Alternative Issue

個人的な思考実験の、更に下書き的な場所です。 自分自身で消化し切れていないことも書いています。 組織や職業上の立場を反映したものでは一切ありません。

自由と倫理の両立

現代社会において自由は公共の福祉を侵さない範囲において建前上保証されている。公共の福祉を規定するのは、法治国家においては法律がその中心を占めているが、法律以外の慣習やコモンローなども緩やかながらその役割を果たす。
それ故に、私達は法律は当然ではあるが各種の社会規範に配慮を巡らせながら自らの自由を行使する。ただ、社会規範によるそれは明確な境界線があるものでは無く、本人の意識次第で(社会との軋轢は別にすれば)法律以外は無視するというレベルまで緩和することが可能だ。実際、法律以外は守らなくても明確な罰則はないし、一部の人々は法の隙を突くような行為を賞賛することすらある。仁義なき戦いとはヤクザの抗争を描いた映画ではあるが、このケースでは倫理なき戦いと言って良いかもしれない。

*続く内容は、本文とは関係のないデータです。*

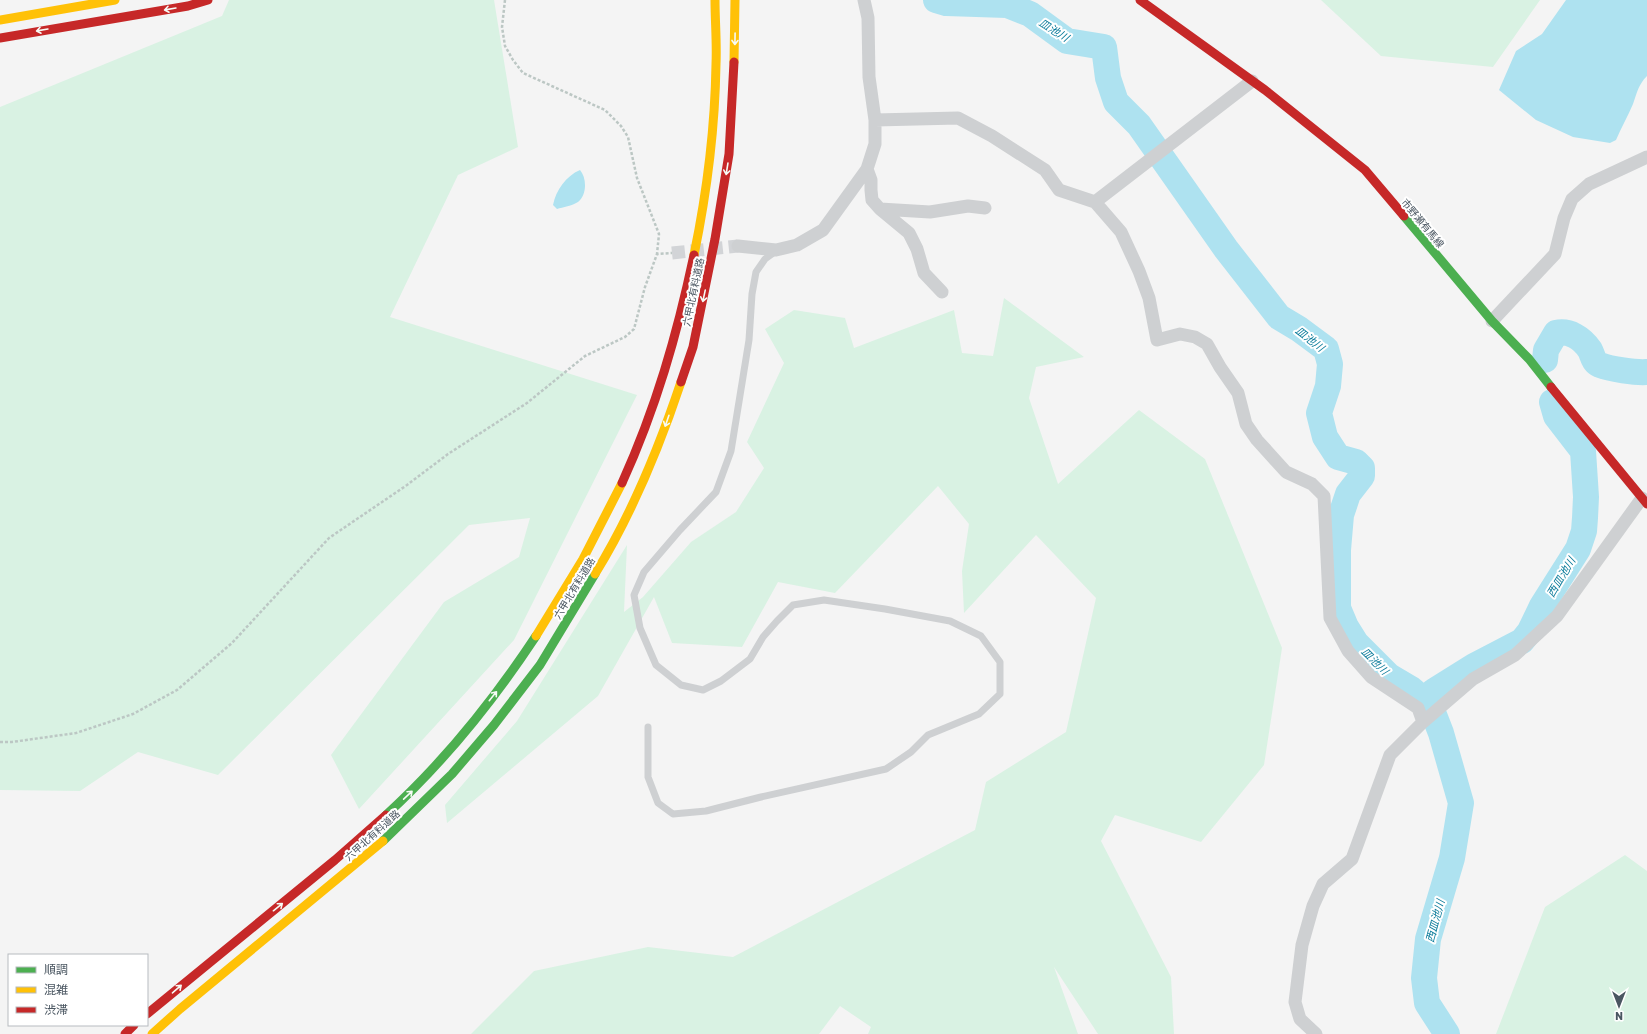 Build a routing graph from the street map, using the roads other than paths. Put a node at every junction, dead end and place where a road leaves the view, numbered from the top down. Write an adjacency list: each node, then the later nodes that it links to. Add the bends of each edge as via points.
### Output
1 (115, 0): 7 (main road)
2 (208, 0): 8 (main road, one-way to 8, via 188,6)
3 (715, 0): 23 (main road, 六甲北有料道路, one-way to 3, via 352,847 412,790 453,746 508,678 550,616 589,550 616,497 656,401 686,301 705,198 712,136 716,71)
4 (735, 0): 26 (main road, 六甲北有料道路, one-way to 26, via 734,88 729,154 715,240 693,347 664,432 635,499 601,565 540,665 452,774 374,850)
5 (864, 0): 10 (street, via 868,18 869,77)
6 (1140, 0): 9 (main road, 市野瀬有馬線)
7 (0, 20)
8 (0, 38)
9 (1252, 80): 13 (street); 19 (main road, 市野瀬有馬線, via 1364,170)
10 (876, 120): 12 (street, via 876,144); 13 (street, via 958,118 1045,170 1059,190)
11 (1647, 158): 19 (street, via 1589,184 1572,199 1564,218 1555,254)
12 (867, 169): 15 (street, via 871,180 872,200); 17 (street, via 823,230 797,245)
13 (1095, 202): 21 (street, via 1121,232 1139,271 1149,298 1157,340 1180,334 1195,337 1207,344 1238,393 1246,424 1257,440 1286,472 1312,484 1324,496 1330,618 1338,636 1352,657 1371,677 1418,708)
14 (985, 208): 15 (street, via 968,206 930,212)
15 (880, 209): 18 (street, via 910,233 924,274)
16 (738, 246): 17 (street)
17 (776, 250): 22 (lane, via 765,259 756,272 749,340 731,451 716,492 644,572 634,595 640,628 656,665 681,685 703,690 722,681 750,659 768,632 793,606 824,600 950,621 981,636 1000,662 1000,694 979,714 928,735 911,752 886,769 706,811 673,814 658,803 648,777)
18 (942, 292)
19 (1492, 321): 20 (main road, 市野瀬有馬線, via 1529,359)
20 (1645, 501): 21 (street, via 1557,616 1515,655 1473,679)
21 (1425, 720): 27 (street, via 1390,755 1352,859 1323,884 1313,906 1302,945 1295,1002 1300,1019)
22 (648, 727)
23 (148, 1013)
24 (133, 1026): 25 (main road)
25 (125, 1034)
26 (152, 1034)
27 (1316, 1034)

一般的に社会の技術進歩が停滞すれば、商品やサービスの過当競争が発生しやすい。革新的な商品やサービスが現れない故の現象である。廉価に抑えることもサービス(あるいは商品開発)技術の一つと言えなくないし、製品販売の初期には大きな効果を発揮する。ただ、その効果も初期に限られた話であって、技術革新の程度の低い同じ様な製品やサービスが溢れ出すと先行者利益は徐々に低下していく。
ブランド化が望まれるのは同じ製品を末永く売るためであり、それが成し得なければ似たような新製品を次々に投入することで目くらましが行われる。誤魔化しきれる間はそれでも結果はついてくるが、いつかはそのメッキが剥げてしまうだろう。
そう考えると、自由競争は極論に至ると非常に不毛な争いを生むことになる。

私自身、資本主義の大きな体系は守る価値があるものだと信じるが、細部においては自由との兼ね合いでその弊害を感じることも少なくない。こうした自由を制限するものとして、法律以外に慣習と倫理がある。法律以外はあまり強い力を持たない拘束であるが、社会のバランスを考える時にこの緩やかな拘束が実のところ社会安定の根幹に関わるのではないかという思いを強くしている。
自由がのさばる社会は世知辛く、それを規則により拘束しようとする社会は息苦しい。その中間の微妙なバランスを保つことを社会の栄智として実践するのが慣習であり倫理なのではないか。
ところが、自由が力を持てばこれらの権威主義的な拘束は抑え込まれがちである。本来、安定した社会を望むメディアですら、自由を主張することも少なくないこの時代に、倫理や慣習の重要性は軽んじられつつあるのではないだろうか。
個人的にはこの両者を兼ね備えるのは道徳ではないかと思うのだが、この道徳教育については今ひとつ社会に広がらない。自由により刹那の利益を得ることは、短期的には意味があるかも知れないが、長期的には社会に歪みを与えることを私達は知っている。とすれば、今の時代にどういった形の慣習や倫理が必要なのかを真剣に考える必要があるだろう。
ともすれば軽んじられがちな事ではあるが、これからの社会を考える上では避けては通れない事項ではないかと思うのだ。